The City Council on Tuesday approved a plan that would redirect about $60 million in property taxes to a streetcar running through the heart of the city.

The first phase of the streetcar line, a 3.2-mile stretch from the K-Mart on Lake Street to Kramarczuk's on Hennepin Avenue, is expected to cost upwards of $200 million.

The city would fund its portion of the cost by tapping taxes generated by several major apartment projects already underway in and around downtown.

Where the rest of the money comes from remains to be seen. The city says it needs regional or federal dollars to make up the gap.

"I'll go to Mars if it gets us more money for this thing," said Mayor R.T. Rybak, who has been one of the loudest champions of streetcars at City Hall. "But the bottom line is we have to knock down every door possible to finish the job here."

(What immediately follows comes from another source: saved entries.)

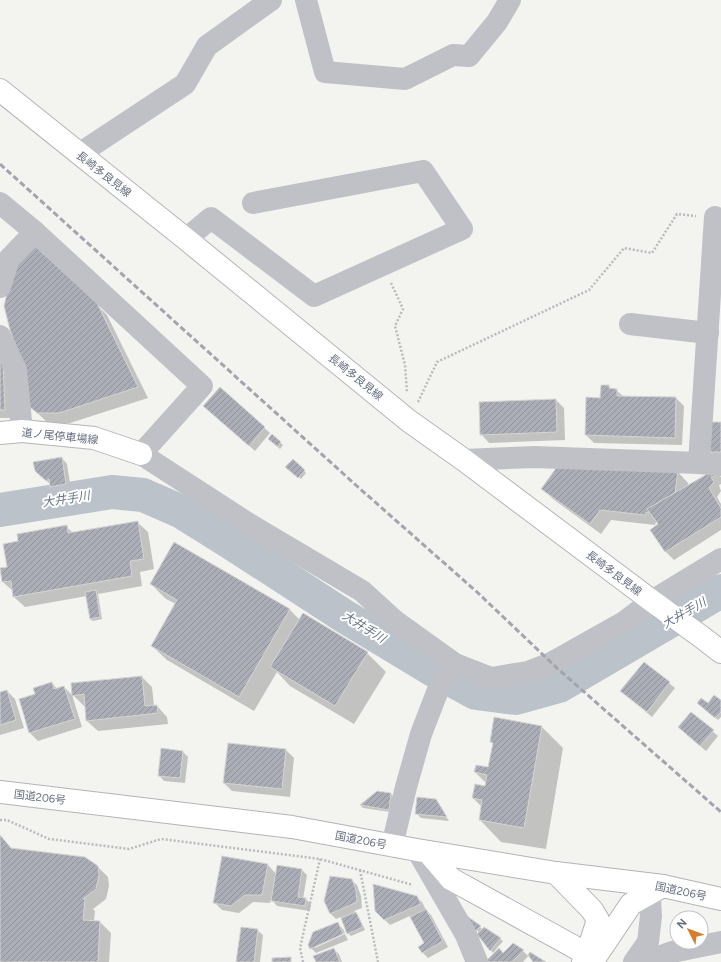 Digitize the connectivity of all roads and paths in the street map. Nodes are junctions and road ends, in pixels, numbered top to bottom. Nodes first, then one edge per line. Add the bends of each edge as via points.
1 (271, 0) edge
2 (306, 0) edge
3 (510, 0) edge
4 (0, 90) edge
5 (79, 154) junction
6 (0, 203) edge
7 (253, 203) dead end
8 (715, 217) joint
9 (35, 232) junction
10 (186, 239) junction
11 (382, 264) junction
12 (0, 287) edge
13 (630, 324) dead end
14 (708, 333) junction
15 (0, 336) edge
16 (409, 421) junction
17 (22, 431) junction
18 (0, 433) edge
19 (141, 454) junction
20 (464, 460) junction
21 (699, 463) junction
22 (721, 465) edge
23 (721, 558) edge
24 (652, 601) junction
25 (721, 652) edge
26 (453, 666) junction
27 (0, 792) edge
28 (0, 820) edge
29 (392, 846) junction
30 (423, 851) junction
31 (320, 859) junction
32 (360, 870) junction
33 (556, 873) junction
34 (655, 891) junction
35 (442, 894) junction
36 (721, 899) edge
37 (721, 942) edge
38 (587, 959) edge
39 (303, 962) edge
40 (378, 962) edge
41 (477, 962) edge
42 (634, 962) edge
43 (645, 962) edge

1 - 5 street via 207,46 185,84
2 - 3 street via 326,72 405,79 453,56 469,56 497,22
4 - 5 main road, 長崎多良見線
5 - 10 main road, 長崎多良見線
6 - 9 street
7 - 11 street via 423,171 462,229
8 - 14 street
8 - 16 path via 677,214 652,254 624,248 589,290 437,362
9 - 12 street via 9,258
9 - 19 street via 202,386
10 - 11 street via 210,218 314,296
10 - 16 main road, 長崎多良見線
11 - 16 path via 403,309 395,326 406,365
13 - 14 street
14 - 21 street
15 - 17 street via 16,370
16 - 20 main road, 長崎多良見線
17 - 18 main road, 道ノ尾停車場線
17 - 19 main road, 道ノ尾停車場線 via 94,438
19 - 26 street via 249,524 362,591 395,621
20 - 21 street via 534,456
20 - 24 main road, 長崎多良見線
21 - 22 street
23 - 24 street
24 - 25 main road, 長崎多良見線
24 - 26 street via 624,622 551,663 528,672 491,678
26 - 29 street via 438,690 421,734
27 - 29 main road, 国道206号 via 292,827
28 - 31 path via 7,820 49,838 129,849 161,839
29 - 30 main road, 国道206号
30 - 33 main road, 国道206号
30 - 35 street
30 - 38 main road via 451,879
31 - 32 path
31 - 39 path via 300,948
32 - 35 path
32 - 40 path
33 - 34 main road, 国道206号 via 629,882
33 - 38 main road via 592,910 598,920
34 - 36 main road, 国道206号
34 - 38 main road via 631,904
34 - 42 street via 650,899 648,942
35 - 41 street via 466,935
37 - 43 street via 672,952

Though the funding plan has been controversial among some mayoral candidates and a former budget chair, it passed unanimously at the council. Critics have criticized tapping existing developments (left) to fund the project, since it would have occured with or without the streetcar.

One of the skeptics during the committee process, Council Member Meg Tuthill, joined her colleagues in supporting the measure Tuesday. "I'm getting on the love train," she said.

Council Member Sandy Colvin Roy, who is not running for re-election, pushed back on the assertion that this was a "subsidy" for streetcars. "If the tax money going into building streetcars is subsidy, then so is all the money we spend every year building streets in this city," Colvin Roy said.

Rybak said he was "looking at 13 visionaries who are going to go down as the people who moved us forward in one of the most innovative transportation improvements this city has ever had."

The future properties that would provide the funds for the streetcar include the 36-story Magellan Tower, 26-story Nic on Fifth, 30-story 4Marq, 222 Hennepin and a project called Red20 in Northeast.

Photo: A streetcar line in Portland, Ore. (Bruce Ely/The Oregonian)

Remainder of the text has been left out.